Uncalled-for expulsions
Imtiaz Alam
The News, August 8, 2006
The writer is editor current affairs, The News, and editor South Asian Journal
There are certain elements on both sides who are bent upon spoiling the atmospherics in the subcontinent against the backdrop of the 7/11 killings in Mumbai and the breakdown of the composite-dialogue process. The way the expulsion of an Indian diplomat, Deepak Kaul, from Pakistan has been sought by Islamabad and the tit-for-tat reaction from New Delhi to expel Pakistani diplomat Syed Mohammed Rafique Ahmed reminds one of the bad memories of 1998 and 2003, when scores of diplomats were expelled. In the subcontinent diplomatic rows are handled like criminal prosecution and blown out of proportion to allow a chain of action and reaction. A bad habit to settle scores and blame-game should not be allowed to further poison the atmosphere, which needs to be cooled down.
Pakistan and India are known in the world for their shoddy treatment of each other's diplomats. The continuing animosity often makes the job of diplomats from both sides quite hazardous. Without exception, every diplomat from India and Pakistan is considered a spy or agent of the respective country's intelligence agency. And those in social or journalistic contact with Indian diplomats in Islamabad and Pakistani diplomats in New Delhi are suspected of being "enemy agents." Given the security dimension overwhelming the diplomatic mission in the subcontinent, the job of diplomats becomes even more cumbersome when intelligence sleuths override the diplomat. Even selection for posting is usually made on the diplomat being a tough guy towards the other side and the Indian desk in the Pakistani Foreign Office and the Pakistani desk in the Indian Ministry of External Affairs are mostly allotted to known hawks.
The security fixation is so overwhelming that many foreign secretaries have been diplomats formerly posted on the either side of the border. The selection of information officers for posting is also considered on the basis of his/her hawkish views. And invariably the joint secretary handling Pakistan or India is selected on the criterion of how much he or she dislikes the other country. Not realising how important the two diplomatic posts for information and assessment are on ether side, positions where you need to have very capable, objective and the most sophisticated analysts and diplomats, people are appointed who are on a mission of promoting enmity, or are made to encourage animosity. Besides intelligence reports, most important source of information on either country are our diplomatic missions while the job of the two missions is made impossible by the encirclement of the respective high commissions by intelligence agencies.
The diplomats' interaction with the respective civil societies, politicians, experts and journalists is very limited and almost impossible. When the job of diplomats is made so precarious and difficult, they tend to withdraw into the confines of their world and produce most far-fetched and negative reports on each country, which, rather than help, misguide the administrations back home. I have had first- hand experience of confronting such negative messages regarding SAFMA's track of media diplomacy for peace.
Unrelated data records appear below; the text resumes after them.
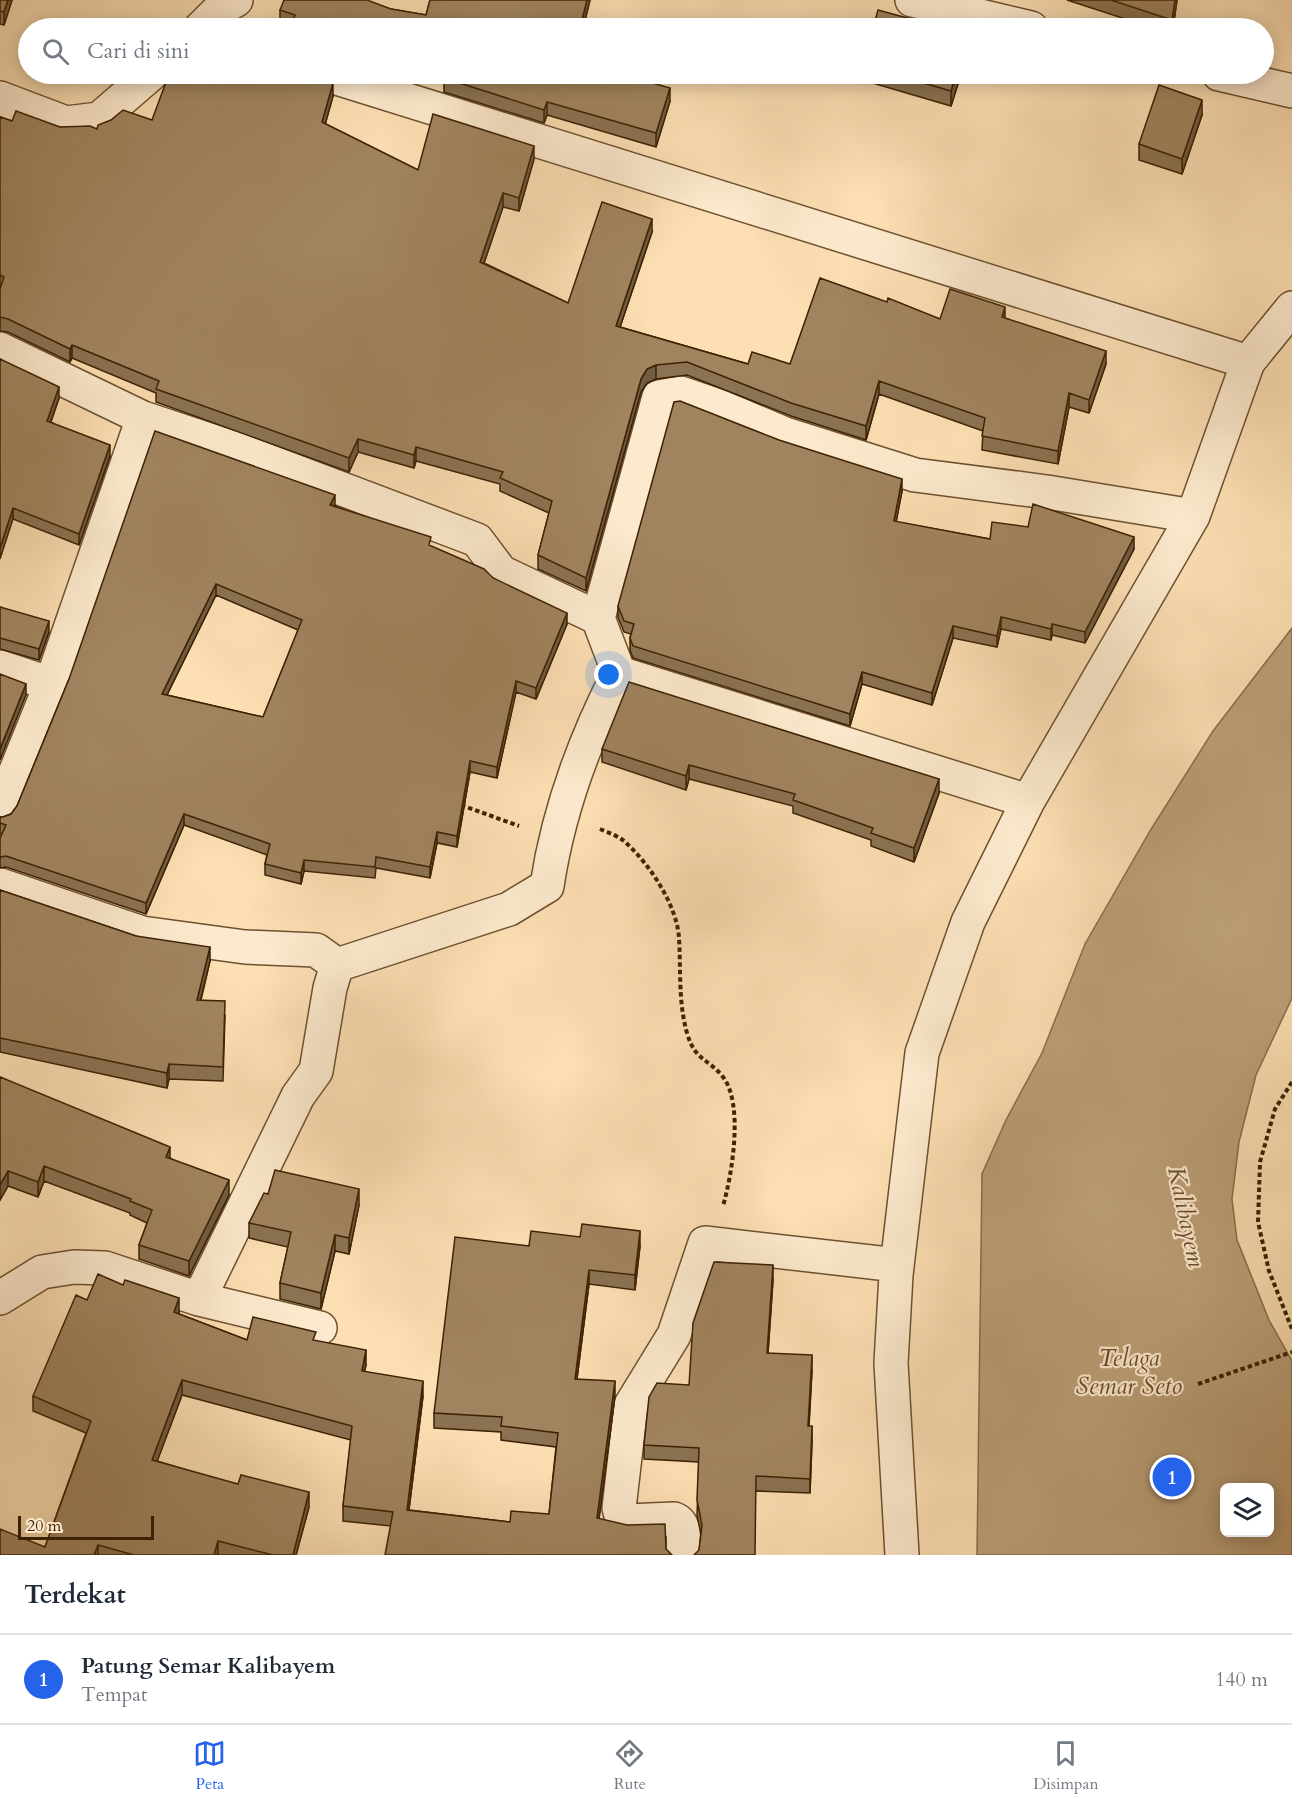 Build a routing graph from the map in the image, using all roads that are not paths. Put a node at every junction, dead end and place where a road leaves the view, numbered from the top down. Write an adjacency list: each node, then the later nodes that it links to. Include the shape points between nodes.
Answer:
1 (236, 0): 3 (street)
2 (912, 0): 4 (street)
3 (211, 18)
4 (988, 18)
5 (139, 84): 9 (street, via 99,119 66,123)
6 (356, 84): 12 (street)
7 (1262, 84): 8 (street)
8 (1292, 91)
9 (0, 98)
10 (1292, 308): 12 (street)
11 (0, 349): 13 (street)
12 (1248, 362): 14 (street)
13 (143, 418): 15 (street, via 477,540 501,572); 18 (street)
14 (1193, 516): 15 (street, via 915,474 785,434 681,393 659,396); 19 (street)
15 (598, 618): 17 (street)
16 (0, 667): 18 (street)
17 (619, 673): 19 (street); 22 (street, via 598,714 559,825 547,886 509,909)
18 (51, 684): 20 (street)
19 (1028, 801): 23 (street, via 968,922 922,1053)
20 (0, 810)
21 (0, 885): 22 (street, via 142,933 245,947 316,950)
22 (337, 965): 25 (street, via 316,1071 298,1096)
23 (897, 1265): 27 (street, via 705,1243 674,1335 631,1406 619,1508 622,1519 627,1521 680,1521); 28 (street, via 891,1363)
24 (0, 1298): 25 (street, via 42,1272 74,1267 105,1268)
25 (199, 1299): 26 (street)
26 (320, 1328)
27 (683, 1555)
28 (902, 1555)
When Indian members of parliament were to come for a first Indo-Pak parliamentary conference in Islamabad in January 1998, the message was most negative. Then-prime minister Atal Behari Vajpayee had to advise the MPs not to go to Islamabad on the basis of reports that he had received from the Indian High Commission in Islamabad, which was misinformed by staff in the Pakistani Foreign Office. But later, thanks to political intervention, the situation was cleared both in Islamabad and New Delhi to allow that conference to take place.
The job of diplomats in the subcontinent is so tricky that they always remain extra-cautious and are fearful of taking innovative initiatives. Instead of being favourably treated, they are not only maltreated but also forced to withdraw into the confines of the high commission's walls. In the past, some very able diplomats were expelled or asked to return.
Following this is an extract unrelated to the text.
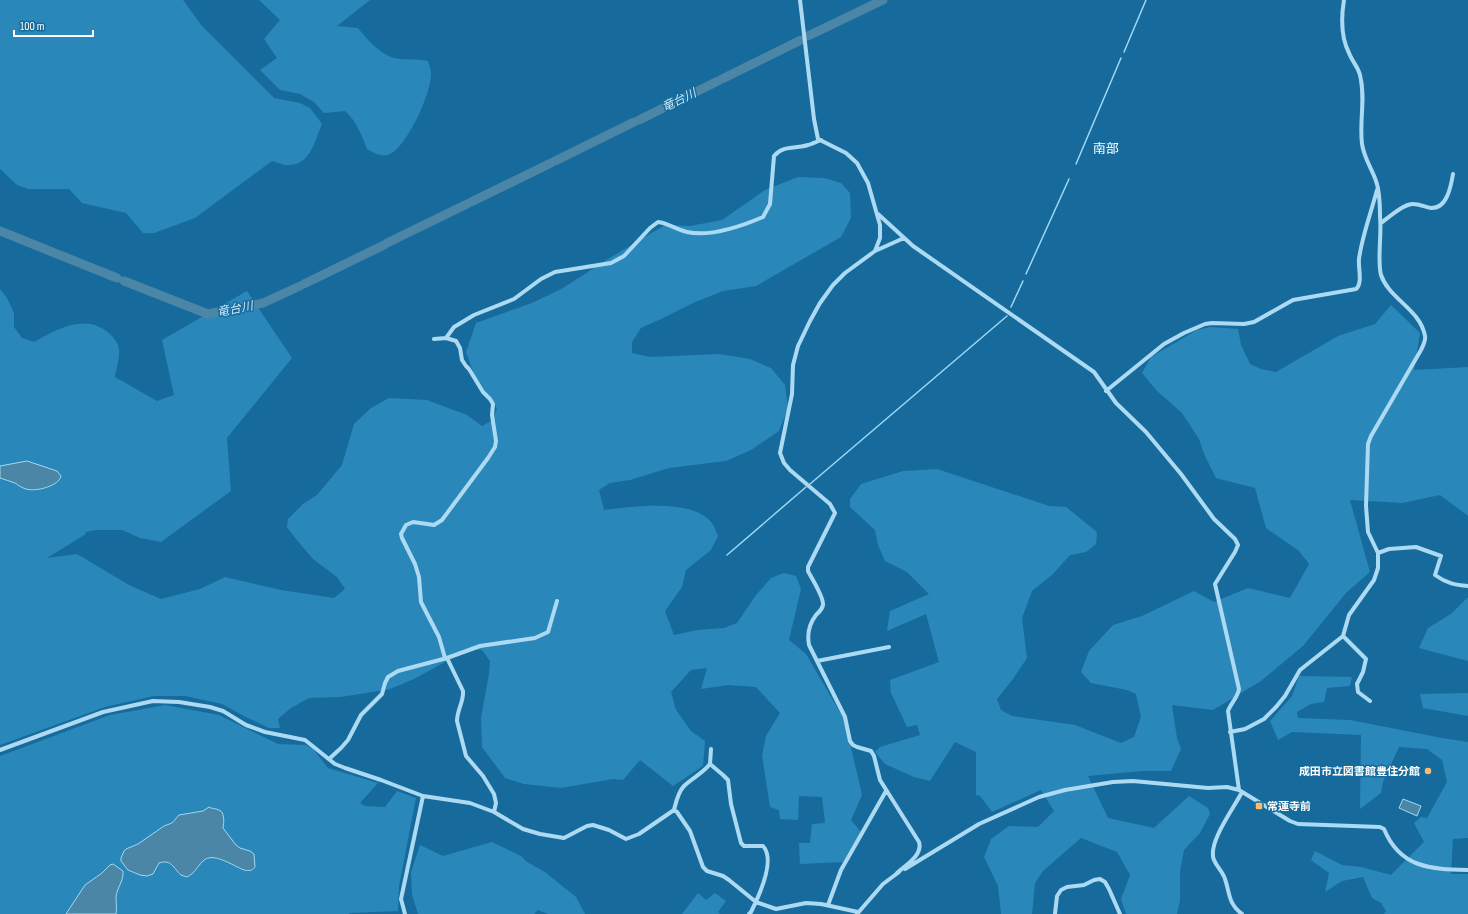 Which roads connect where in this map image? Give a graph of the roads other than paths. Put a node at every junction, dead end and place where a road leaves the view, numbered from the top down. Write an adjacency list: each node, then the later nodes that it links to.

What makes the job of diplomats on both sides even more difficult is that there are travel restrictions on their movement. And those who meet them are followed by the intelligence services and harassed. Moreover, visa clearance is not with the high commissions. It is with the home/interior ministries that in turn hand over the job to the intelligence agencies. Although Prime Minister Shaukat Aziz has done a commendable job of liberalising the visa regime, it is still very restrictive for India citizens. And it is the same for Pakistanis who want to go to India. Despite a commendable decision by the SAARC Council of Ministers' meeting in Dhaka in February to include journalists among the category of those already exempt from visa, the home/interior ministries in Islamabad, New Delhi and Dhaka are not letting that decision be implemented.
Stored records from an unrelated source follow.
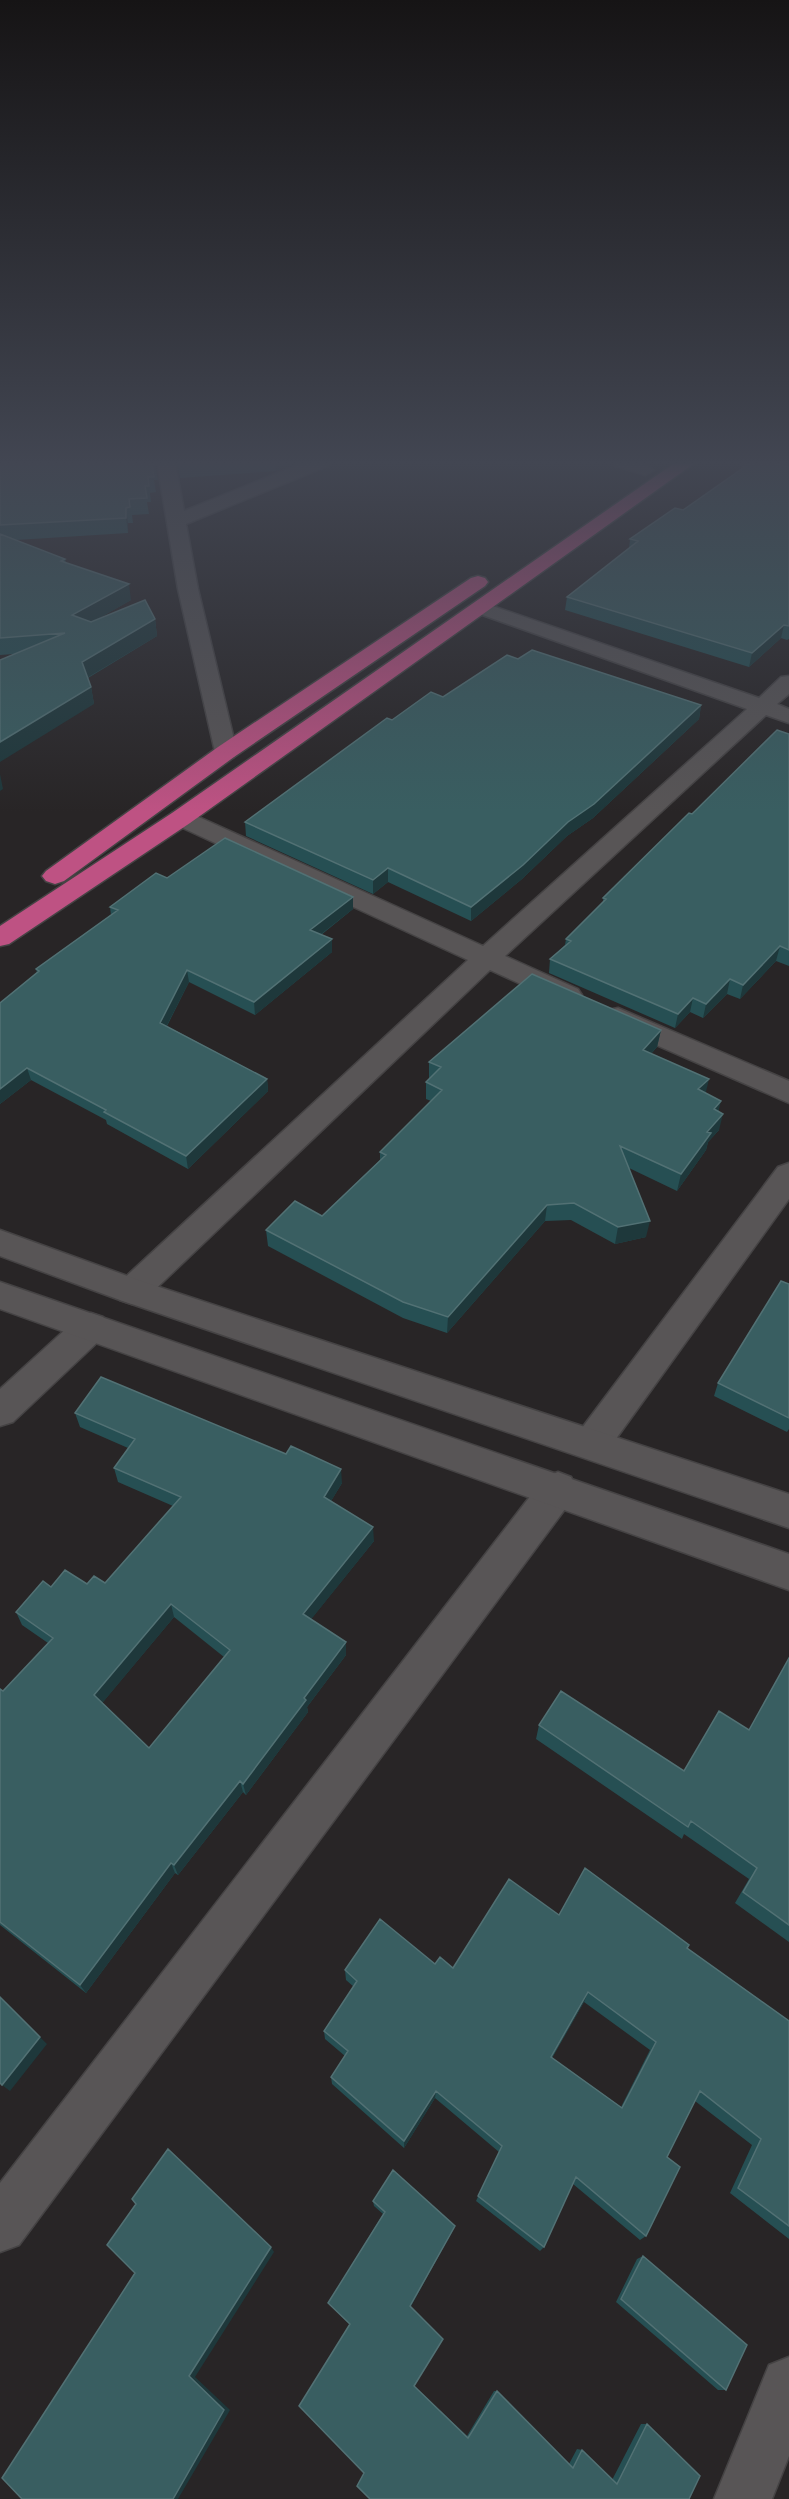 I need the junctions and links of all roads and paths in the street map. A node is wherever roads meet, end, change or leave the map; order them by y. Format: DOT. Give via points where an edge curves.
graph roads {
  1 [pos="186,579"];
  2 [pos="483,579"];
  3 [pos="523,579"];
  4 [pos="481,608"];
  5 [pos="789,681"];
  6 [pos="762,707"];
  7 [pos="789,716"];
  8 [pos="226,752"];
  9 [pos="181,818"];
  10 [pos="19,901"];
  11 [pos="0,938"];
  12 [pos="486,958"];
  13 [pos="789,1093"];
  14 [pos="789,1175"];
  15 [pos="0,1243"];
  16 [pos="132,1291"];
  17 [pos="0,1295"];
  18 [pos="91,1328"];
  19 [pos="0,1412"];
  20 [pos="592,1443"];
  21 [pos="558,1489"];
  22 [pos="789,1511"];
  23 [pos="789,1572"];
  24 [pos="0,2226"];
  25 [pos="789,2385"];
  26 [pos="742,2499"];
  1 -- 8 [label="street"];
  2 -- 8 [label="highway"];
  3 -- 4 [label="highway"];
  4 -- 6 [label="street"];
  4 -- 9 [label="highway"];
  5 -- 6 [label="street"];
  6 -- 7 [label="street"];
  6 -- 12 [label="street"];
  8 -- 10 [label="highway"];
  9 -- 11 [label="highway"];
  9 -- 12 [label="street"];
  12 -- 13 [label="street"];
  12 -- 16 [label="street"];
  14 -- 20 [label="street"];
  15 -- 16 [label="street"];
  16 -- 20 [label="street"];
  17 -- 18 [label="street"];
  18 -- 19 [label="street"];
  18 -- 21 [label="street"];
  20 -- 22 [label="street"];
  21 -- 23 [label="street"];
  21 -- 24 [label="street"];
  25 -- 26 [label="street"];
} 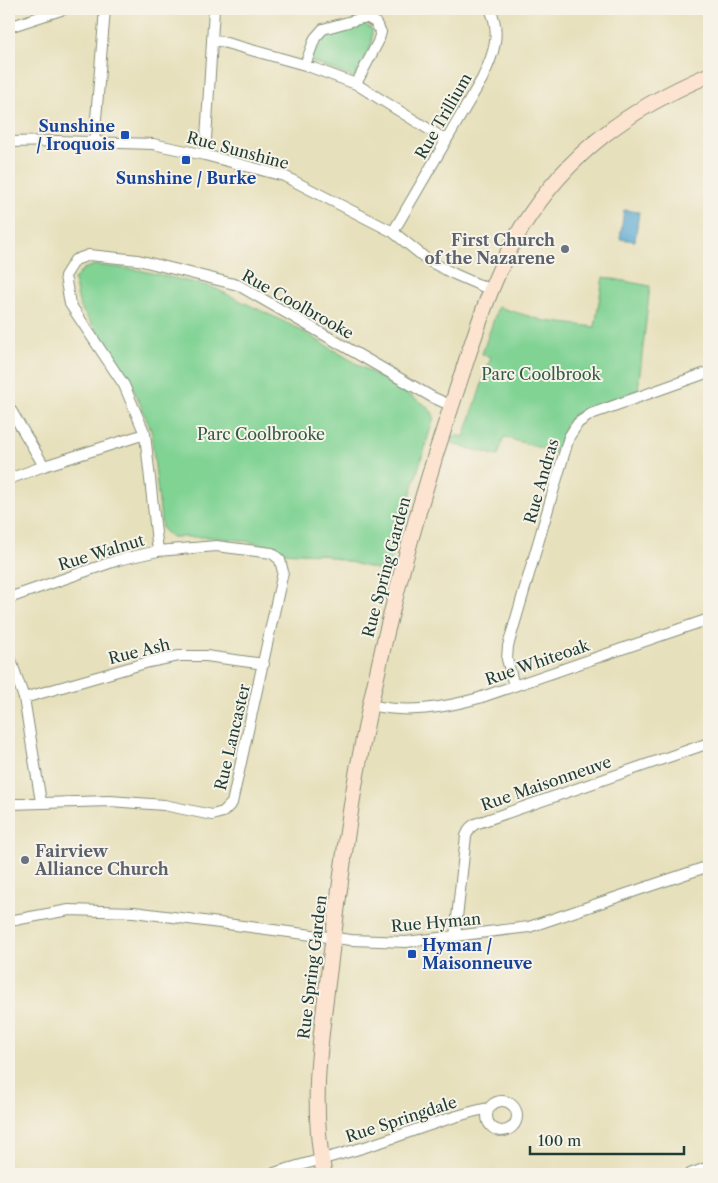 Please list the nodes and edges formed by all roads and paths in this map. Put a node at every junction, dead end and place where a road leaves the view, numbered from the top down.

It's time to stop the spree of expulsion of diplomats and not make the world laugh at us. As the efforts to cool down the atmosphere and bring the composite dialogue process back on rail increase, it is advisable that both sides avoid indulging in blame game. The meeting between the two foreign secretaries on the sidelines of the SAARC meetings in Dhaka has gone very well and the two sides realise the need to keep the dialogue process going. SAFMA has laudably decided to take a peace march on 14th August from Yadgar-e-Pakistan in Lahore, to Jallianwalla Bagh in Amritsar. It is hoped that both administrations will let the civil societies play their role in bringing back the dialogue process back on track. Hopefully, President Pervez Musharraf and Prime Minister Manmohan Singh will meet in Havana to break the deadlock and break new ground to push it forward.